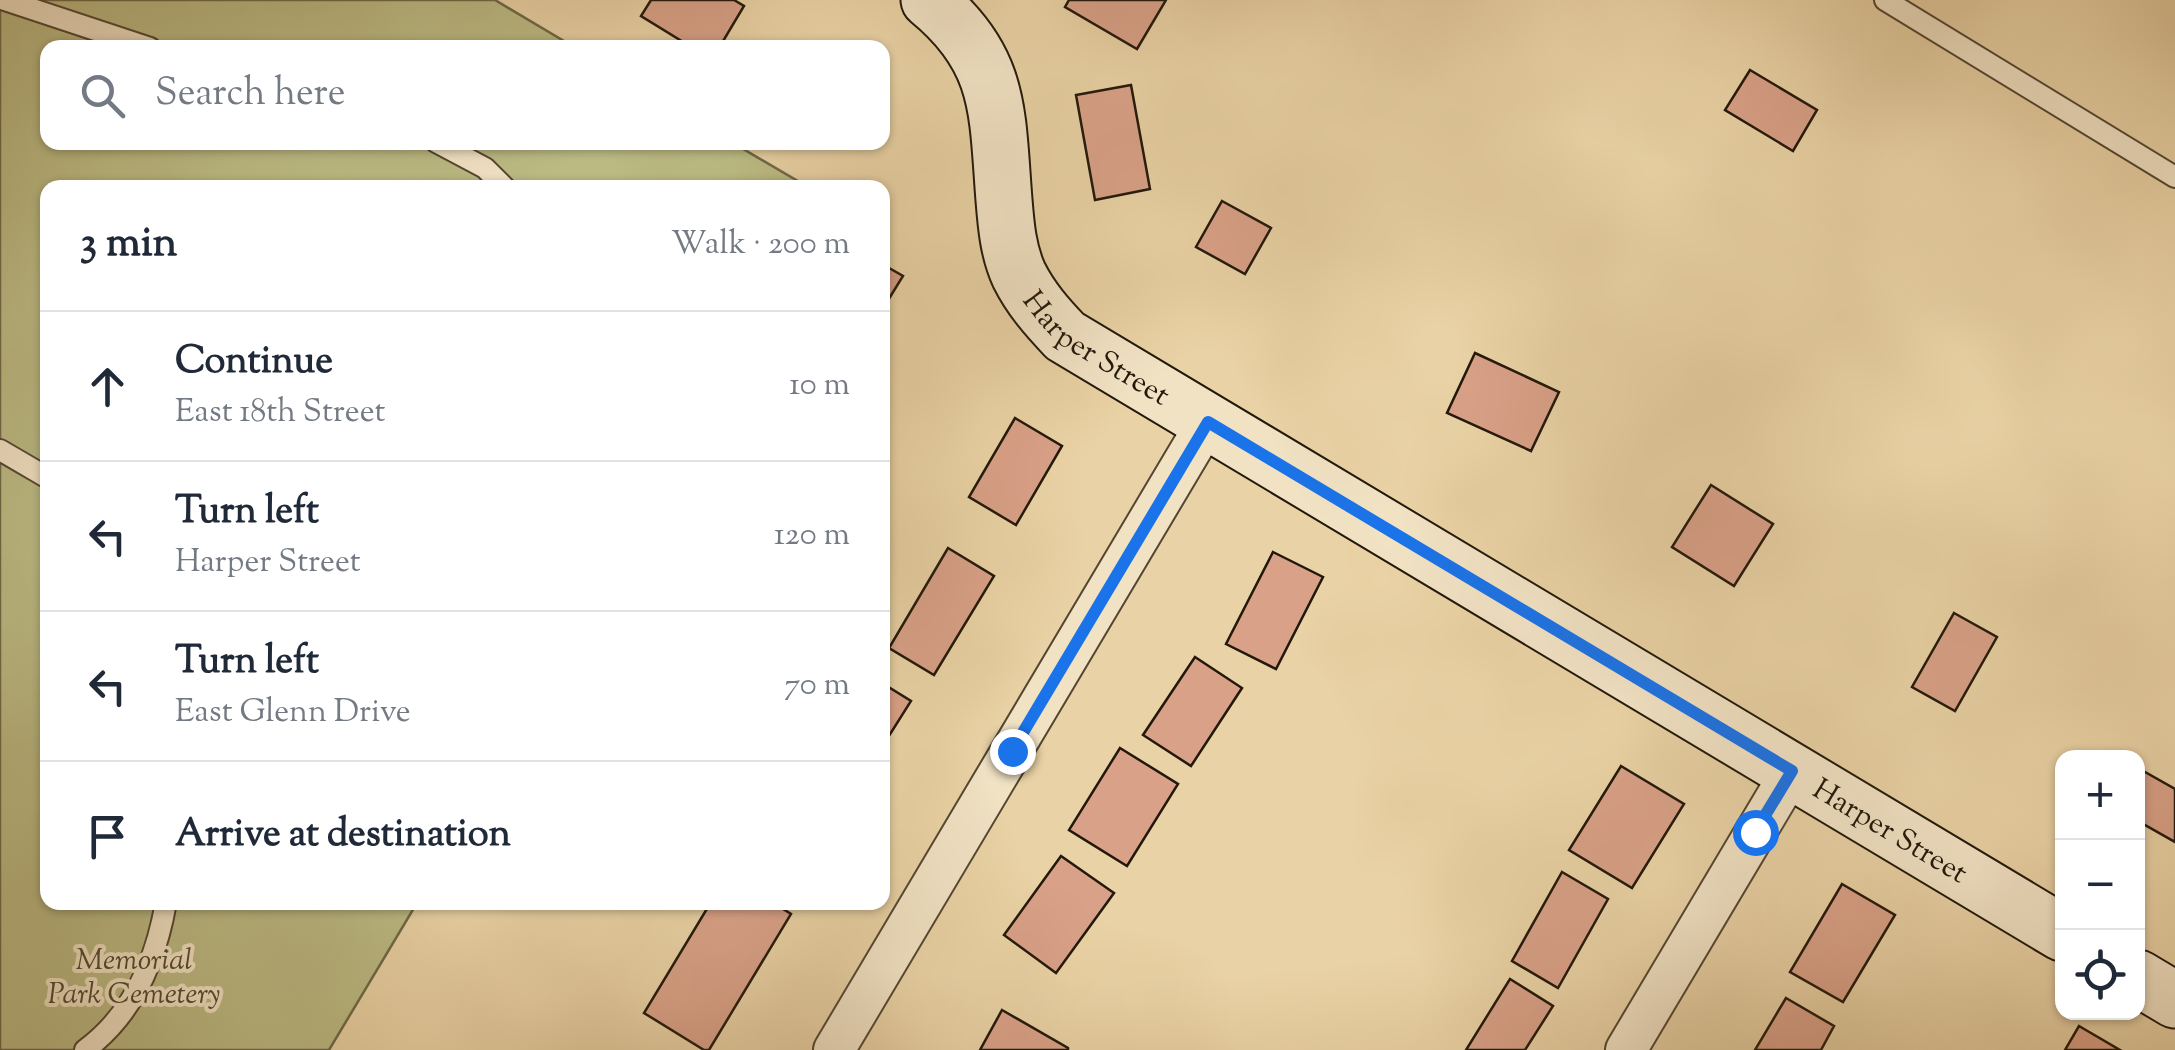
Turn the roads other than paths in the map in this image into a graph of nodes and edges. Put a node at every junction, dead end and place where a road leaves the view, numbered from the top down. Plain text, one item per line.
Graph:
1 (5, 0) edge
2 (930, 0) edge
3 (1884, 0) edge
4 (126, 40) edge
5 (451, 150) edge
6 (2175, 177) edge
7 (497, 180) edge
8 (1208, 422) junction
9 (0, 450) edge
10 (40, 473) edge
11 (1792, 771) junction
12 (165, 910) edge
13 (2057, 930) edge
14 (2145, 982) edge
15 (2175, 1000) edge
16 (84, 1050) edge
17 (834, 1050) edge
18 (1626, 1050) edge

1 - 4 lane
2 - 8 street, Harper Street
3 - 6 lane
5 - 7 lane
8 - 11 street, Harper Street
8 - 17 street
9 - 10 lane
11 - 13 street, Harper Street
11 - 18 street
12 - 16 lane
14 - 15 street

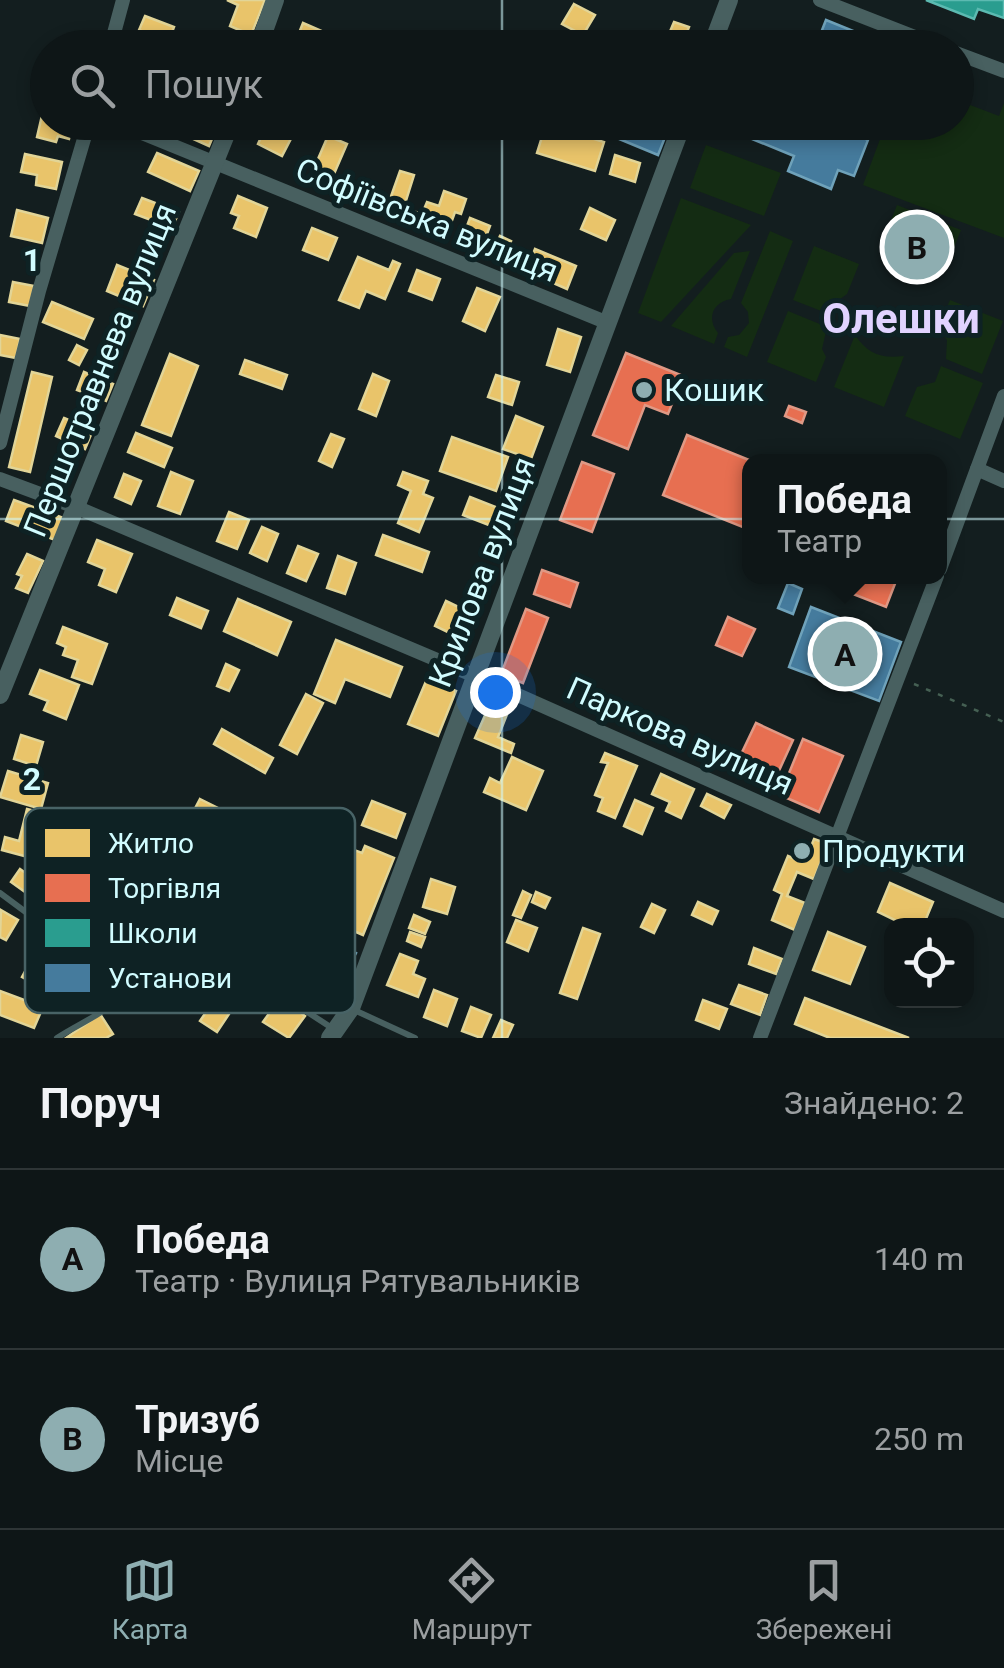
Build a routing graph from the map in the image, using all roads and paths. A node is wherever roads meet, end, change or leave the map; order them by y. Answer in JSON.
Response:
{"nodes":[{"id":1,"x":123,"y":0,"type":"edge"},
{"id":2,"x":275,"y":0,"type":"edge"},
{"id":3,"x":729,"y":0,"type":"edge"},
{"id":4,"x":820,"y":0,"type":"edge"},
{"id":5,"x":115,"y":30,"type":"edge"},
{"id":6,"x":264,"y":30,"type":"edge"},
{"id":7,"x":718,"y":30,"type":"edge"},
{"id":8,"x":897,"y":30,"type":"edge"},
{"id":9,"x":974,"y":60,"type":"edge"},
{"id":10,"x":1004,"y":71,"type":"edge"},
{"id":11,"x":84,"y":140,"type":"edge"},
{"id":12,"x":157,"y":140,"type":"edge"},
{"id":13,"x":224,"y":140,"type":"edge"},
{"id":14,"x":676,"y":140,"type":"edge"},
{"id":15,"x":215,"y":165,"type":"junction"},
{"id":16,"x":608,"y":323,"type":"junction"},
{"id":17,"x":1004,"y":396,"type":"edge"},
{"id":18,"x":0,"y":443,"type":"edge"},
{"id":19,"x":978,"y":469,"type":"junction"},
{"id":20,"x":0,"y":479,"type":"edge"},
{"id":21,"x":1004,"y":481,"type":"edge"},
{"id":22,"x":78,"y":508,"type":"junction"},
{"id":23,"x":947,"y":551,"type":"edge"},
{"id":24,"x":934,"y":584,"type":"edge"},
{"id":25,"x":475,"y":676,"type":"junction"},
{"id":26,"x":899,"y":677,"type":"junction"},
{"id":27,"x":0,"y":695,"type":"edge"},
{"id":28,"x":1004,"y":722,"type":"edge"},
{"id":29,"x":839,"y":837,"type":"junction"},
{"id":30,"x":0,"y":893,"type":"edge"},
{"id":31,"x":1004,"y":911,"type":"edge"},
{"id":32,"x":25,"y":912,"type":"edge"},
{"id":33,"x":355,"y":997,"type":"edge"},
{"id":34,"x":355,"y":1010,"type":"edge"},
{"id":35,"x":97,"y":1013,"type":"edge"},
{"id":36,"x":303,"y":1013,"type":"edge"},
{"id":37,"x":348,"y":1013,"type":"edge"},
{"id":38,"x":333,"y":1034,"type":"edge"},
{"id":39,"x":57,"y":1038,"type":"edge"},
{"id":40,"x":414,"y":1038,"type":"edge"},
{"id":41,"x":760,"y":1038,"type":"edge"}],
"edges":[{"from":1,"to":5,"type":"street"},
{"from":2,"to":6,"type":"street"},
{"from":3,"to":7,"type":"street"},
{"from":4,"to":8,"type":"street"},
{"from":9,"to":10,"type":"street"},
{"from":11,"to":18,"type":"street"},
{"from":12,"to":15,"type":"street","name":"Софіївська вулиця"},
{"from":13,"to":15,"type":"street","name":"Першотравнева вулиця"},
{"from":14,"to":16,"type":"street","name":"Крилова вулиця"},
{"from":15,"to":16,"type":"street","name":"Софіївська вулиця"},
{"from":15,"to":22,"type":"street","name":"Першотравнева вулиця"},
{"from":16,"to":25,"type":"street","name":"Крилова вулиця"},
{"from":17,"to":19,"type":"street"},
{"from":19,"to":21,"type":"street"},
{"from":19,"to":23,"type":"street"},
{"from":20,"to":22,"type":"street","name":"Паркова вулиця"},
{"from":22,"to":25,"type":"street","name":"Паркова вулиця"},
{"from":22,"to":27,"type":"street","name":"Першотравнева вулиця"},
{"from":24,"to":26,"type":"street"},
{"from":25,"to":29,"type":"street","name":"Паркова вулиця"},
{"from":25,"to":33,"type":"street","name":"Крилова вулиця"},
{"from":26,"to":28,"type":"path"},
{"from":26,"to":29,"type":"street"},
{"from":29,"to":31,"type":"street","name":"Паркова вулиця"},
{"from":29,"to":41,"type":"street"},
{"from":30,"to":32,"type":"lane"},
{"from":34,"to":40,"type":"lane"},
{"from":35,"to":39,"type":"lane"},
{"from":36,"to":38,"type":"lane"},
{"from":37,"to":38,"type":"street","name":"Крилова вулиця"}]}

→ WHAT IS BEING ASKED: Up to and including the line with "Build a routing", copy the data above from its first line. Skip pictures.

→ TASK RESULT:
Turn the roads other than paths in the map in this image into a graph of nodes and edges. Put a node at every junction, dead end and place where a road leaves the view, numbered from the top down. Plain text, one item per line.
Graph:
1 (5, 0) edge
2 (930, 0) edge
3 (1884, 0) edge
4 (126, 40) edge
5 (451, 150) edge
6 (2175, 177) edge
7 (497, 180) edge
8 (1208, 422) junction
9 (0, 450) edge
10 (40, 473) edge
11 (1792, 771) junction
12 (165, 910) edge
13 (2057, 930) edge
14 (2145, 982) edge
15 (2175, 1000) edge
16 (84, 1050) edge
17 (834, 1050) edge
18 (1626, 1050) edge

1 - 4 lane
2 - 8 street, Harper Street
3 - 6 lane
5 - 7 lane
8 - 11 street, Harper Street
8 - 17 street
9 - 10 lane
11 - 13 street, Harper Street
11 - 18 street
12 - 16 lane
14 - 15 street

Build a routing graph from the map in the image, using all roads and paths. A node is wherever roads meet, end, change or leave the map; order them by y. Answer in JSON.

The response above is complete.